* [WORK INSTRUCTIONS] Copy each record exactly and skip its pictures.

Dataset excerpts:
■ ■ ■

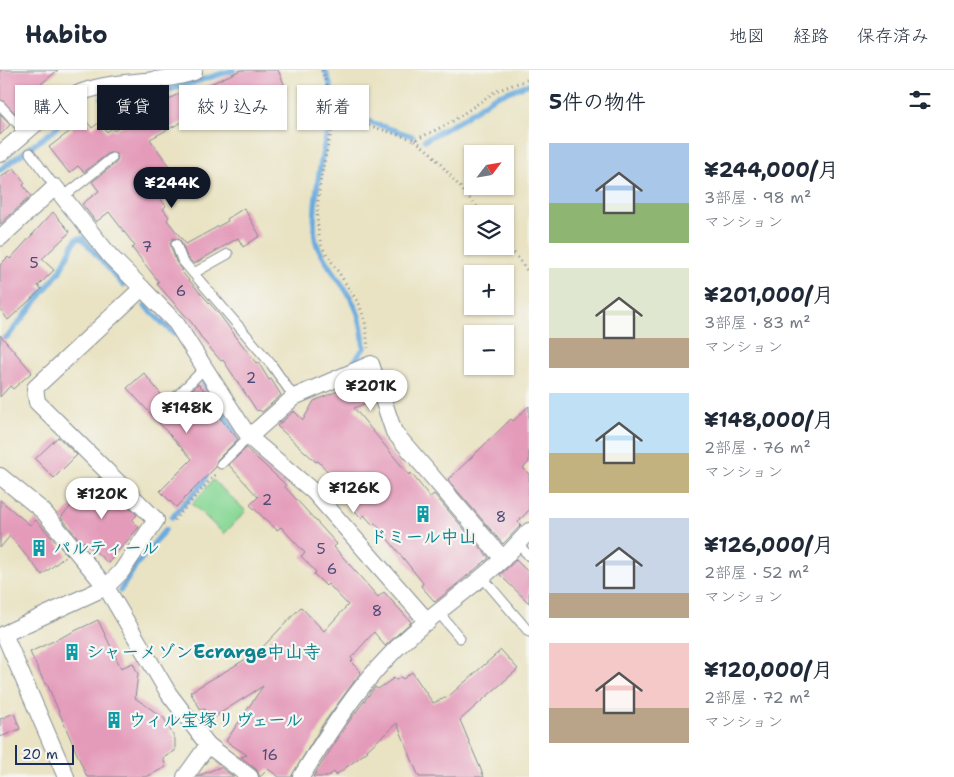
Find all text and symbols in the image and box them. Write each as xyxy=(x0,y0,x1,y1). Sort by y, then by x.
text: Habito xyxy=(25,19,108,51)
text: 地図 xyxy=(729,24,765,48)
text: 経路 xyxy=(793,24,829,48)
text: 保存済み xyxy=(857,24,929,48)
chip: 購入 xyxy=(15,85,87,130)
chip: 賃貸 xyxy=(97,85,169,130)
chip: 絞り込み xyxy=(179,85,287,130)
chip: 新着 xyxy=(297,85,369,130)
icon: filters xyxy=(906,86,934,114)
text: 5件の物件 xyxy=(549,88,646,116)
north arrow xyxy=(464,145,514,195)
map controls xyxy=(464,145,514,375)
text: ¥244,000/月 xyxy=(704,156,839,184)
icon: home xyxy=(589,163,649,223)
pin: ¥244K xyxy=(137,166,207,209)
text: ¥244K xyxy=(144,172,200,193)
text: 3部屋 · 98 m² xyxy=(704,187,811,208)
button: layers xyxy=(464,205,514,255)
text: マンション xyxy=(704,211,783,232)
house number: 7 xyxy=(142,237,152,257)
house number: 5 xyxy=(29,253,39,273)
button: + xyxy=(464,265,514,315)
house number: 6 xyxy=(176,281,186,301)
text: ¥201,000/月 xyxy=(704,281,834,309)
icon: home xyxy=(589,288,649,348)
text: 3部屋 · 83 m² xyxy=(704,312,811,333)
button: − xyxy=(464,325,514,375)
text: マンション xyxy=(704,336,783,357)
house number: 2 xyxy=(246,368,256,388)
pin: ¥201K xyxy=(336,370,406,412)
text: ¥201K xyxy=(345,375,397,396)
pin: ¥148K xyxy=(152,392,222,434)
text: ¥148K xyxy=(161,397,213,418)
text: ¥148,000/月 xyxy=(704,406,834,434)
icon: home xyxy=(589,413,649,473)
text: 2部屋 · 76 m² xyxy=(704,437,811,458)
text: マンション xyxy=(704,461,783,482)
pin: ¥126K xyxy=(319,472,389,514)
text: ¥126K xyxy=(329,477,379,498)
pin: ¥120K xyxy=(67,478,137,520)
text: ¥120K xyxy=(77,483,127,504)
house number: 2 xyxy=(262,490,272,510)
building icon: ドミール中山 xyxy=(413,504,433,524)
house number: 8 xyxy=(496,507,506,527)
place label: ドミール中山 xyxy=(369,525,477,549)
text: ¥126,000/月 xyxy=(704,531,834,559)
place label: パルティール xyxy=(53,536,159,560)
building icon: パルティール xyxy=(29,538,49,558)
icon: home xyxy=(589,538,649,598)
house number: 5 xyxy=(316,539,326,559)
house number: 6 xyxy=(327,559,337,579)
text: 2部屋 · 52 m² xyxy=(704,562,809,583)
text: マンション xyxy=(704,586,783,607)
house number: 8 xyxy=(372,601,382,621)
place label: シャーメゾンEcrarge中山寺 xyxy=(86,640,321,664)
building icon: シャーメゾンEcrarge中山寺 xyxy=(62,642,82,662)
text: ¥120,000/月 xyxy=(704,656,833,684)
icon: home xyxy=(589,663,649,723)
text: 2部屋 · 72 m² xyxy=(704,687,810,708)
place label: ウィル宝塚リヴェール xyxy=(128,708,303,732)
building icon: ウィル宝塚リヴェール xyxy=(104,710,124,730)
text: マンション xyxy=(704,711,783,732)
scale bar xyxy=(15,742,74,765)
text: 20 m xyxy=(22,745,58,763)
house number: 16 xyxy=(262,745,278,765)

■ ■ ■

* [OUTPUT FOR THIS EXERCISE]
Find all text and symbols in the image and box them. Write each as xyxy=(x0,y0,x1,y1). Sort by y, then by x.
text: Habito xyxy=(25,19,108,51)
text: 地図 xyxy=(729,24,765,48)
text: 経路 xyxy=(793,24,829,48)
text: 保存済み xyxy=(857,24,929,48)
chip: 購入 xyxy=(15,85,87,130)
chip: 賃貸 xyxy=(97,85,169,130)
chip: 絞り込み xyxy=(179,85,287,130)
chip: 新着 xyxy=(297,85,369,130)
icon: filters xyxy=(906,86,934,114)
text: 5件の物件 xyxy=(549,88,646,116)
north arrow xyxy=(464,145,514,195)
map controls xyxy=(464,145,514,375)
text: ¥244,000/月 xyxy=(704,156,839,184)
icon: home xyxy=(589,163,649,223)
pin: ¥244K xyxy=(137,166,207,209)
text: ¥244K xyxy=(144,172,200,193)
text: 3部屋 · 98 m² xyxy=(704,187,811,208)
button: layers xyxy=(464,205,514,255)
text: マンション xyxy=(704,211,783,232)
house number: 7 xyxy=(142,237,152,257)
house number: 5 xyxy=(29,253,39,273)
button: + xyxy=(464,265,514,315)
house number: 6 xyxy=(176,281,186,301)
text: ¥201,000/月 xyxy=(704,281,834,309)
icon: home xyxy=(589,288,649,348)
text: 3部屋 · 83 m² xyxy=(704,312,811,333)
button: − xyxy=(464,325,514,375)
text: マンション xyxy=(704,336,783,357)
house number: 2 xyxy=(246,368,256,388)
pin: ¥201K xyxy=(336,370,406,412)
text: ¥201K xyxy=(345,375,397,396)
pin: ¥148K xyxy=(152,392,222,434)
text: ¥148K xyxy=(161,397,213,418)
text: ¥148,000/月 xyxy=(704,406,834,434)
icon: home xyxy=(589,413,649,473)
text: 2部屋 · 76 m² xyxy=(704,437,811,458)
text: マンション xyxy=(704,461,783,482)
pin: ¥126K xyxy=(319,472,389,514)
text: ¥126K xyxy=(329,477,379,498)
pin: ¥120K xyxy=(67,478,137,520)
text: ¥120K xyxy=(77,483,127,504)
house number: 2 xyxy=(262,490,272,510)
building icon: ドミール中山 xyxy=(413,504,433,524)
house number: 8 xyxy=(496,507,506,527)
place label: ドミール中山 xyxy=(369,525,477,549)
text: ¥126,000/月 xyxy=(704,531,834,559)
place label: パルティール xyxy=(53,536,159,560)
building icon: パルティール xyxy=(29,538,49,558)
icon: home xyxy=(589,538,649,598)
house number: 5 xyxy=(316,539,326,559)
house number: 6 xyxy=(327,559,337,579)
text: 2部屋 · 52 m² xyxy=(704,562,809,583)
text: マンション xyxy=(704,586,783,607)
house number: 8 xyxy=(372,601,382,621)
place label: シャーメゾンEcrarge中山寺 xyxy=(86,640,321,664)
building icon: シャーメゾンEcrarge中山寺 xyxy=(62,642,82,662)
text: ¥120,000/月 xyxy=(704,656,833,684)
icon: home xyxy=(589,663,649,723)
text: 2部屋 · 72 m² xyxy=(704,687,810,708)
place label: ウィル宝塚リヴェール xyxy=(128,708,303,732)
building icon: ウィル宝塚リヴェール xyxy=(104,710,124,730)
text: マンション xyxy=(704,711,783,732)
scale bar xyxy=(15,742,74,765)
text: 20 m xyxy=(22,745,58,763)
house number: 16 xyxy=(262,745,278,765)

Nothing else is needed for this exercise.